4. Compatibility with established brands as part of the oobe is a standard development practice. The consumer should not have to adjust obscure settings to get the product to work correctly. For this reason I disagree that this is a Samsung problem alone.

It’s a Samsung problem because they are the ones defaulting their TVs to use their “extended compatibility” profile to try to work with trash devices that don’t implement the HDMI standard correctly. Valve making their device to correctly implement the HDMI standard is all that Valve should be doing. That is the entire point of having standards. Valve shouldn’t need to break the standard to work with one brands non-standard “compatibility” profile.
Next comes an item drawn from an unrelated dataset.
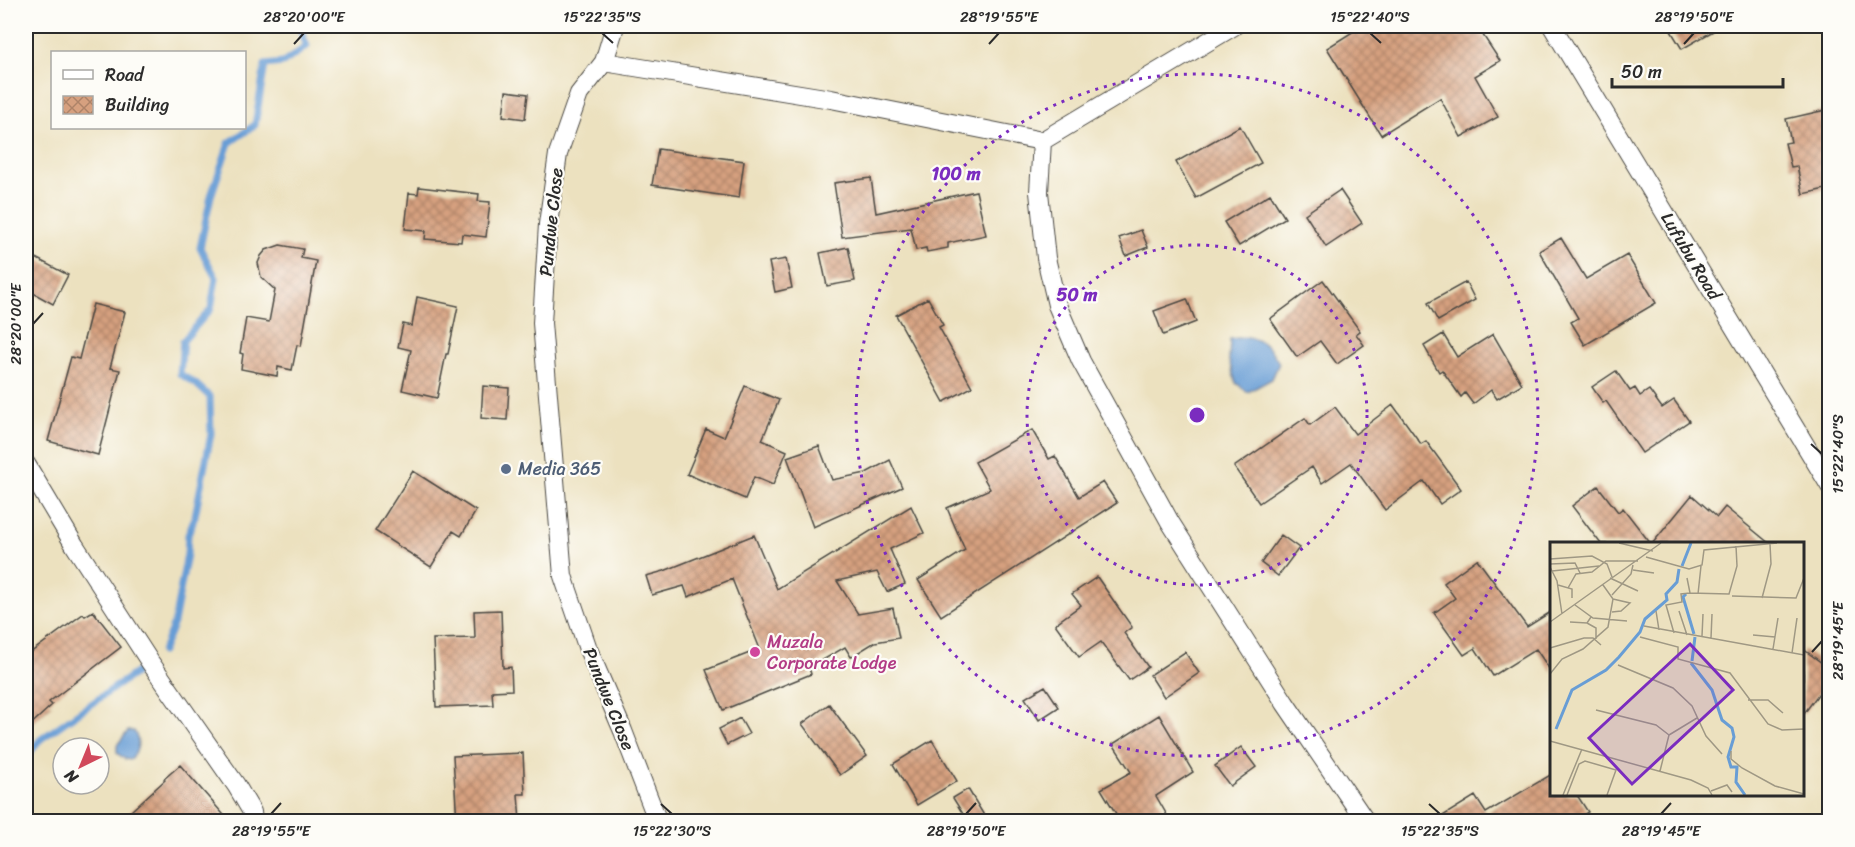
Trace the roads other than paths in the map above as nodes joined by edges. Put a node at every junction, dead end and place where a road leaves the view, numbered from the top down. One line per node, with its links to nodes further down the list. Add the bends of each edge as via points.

Samsung should make that setting default to off so the TV works with in-spec devices normally, and users would need to enable it to try to work with devices that aren’t fully in-spec.

In regards to bandwidth for the external SSD in a dock it is more for having the throughput to move things between the internal SSD to the external SSD and via a versa; not that it is necessarily a need for playing games from it with a docked SteamDeck. You also need the bandwidth and PCIe tunneling support in USB4 or Thunderbolt 3 or 4 for it to do any eGPU. I’m more arguing that if they were to do something like this it should try to balance the potential IO of the internal SSD with the potential IO of an external SSD while also having enough tunneled PCIe lanes to do an eGPU without starving that GPU.

Personally I don’t think that should do a dock to add something like an OClink or whatever eGPU “port”. If a Steam Deck 2 supported USB4 or TB4 they could leave things like that to the 3rd part market.

If anything I think they should make a “pro” dock with a built-in eGPU but I don’t think Valve wants to deal with having multiple performance targets for “Deck Verified”. Hopefully they are working in parallel to automate validation with multiple test variants for new application/game submissions.
So why then do other docks work perfectly fine?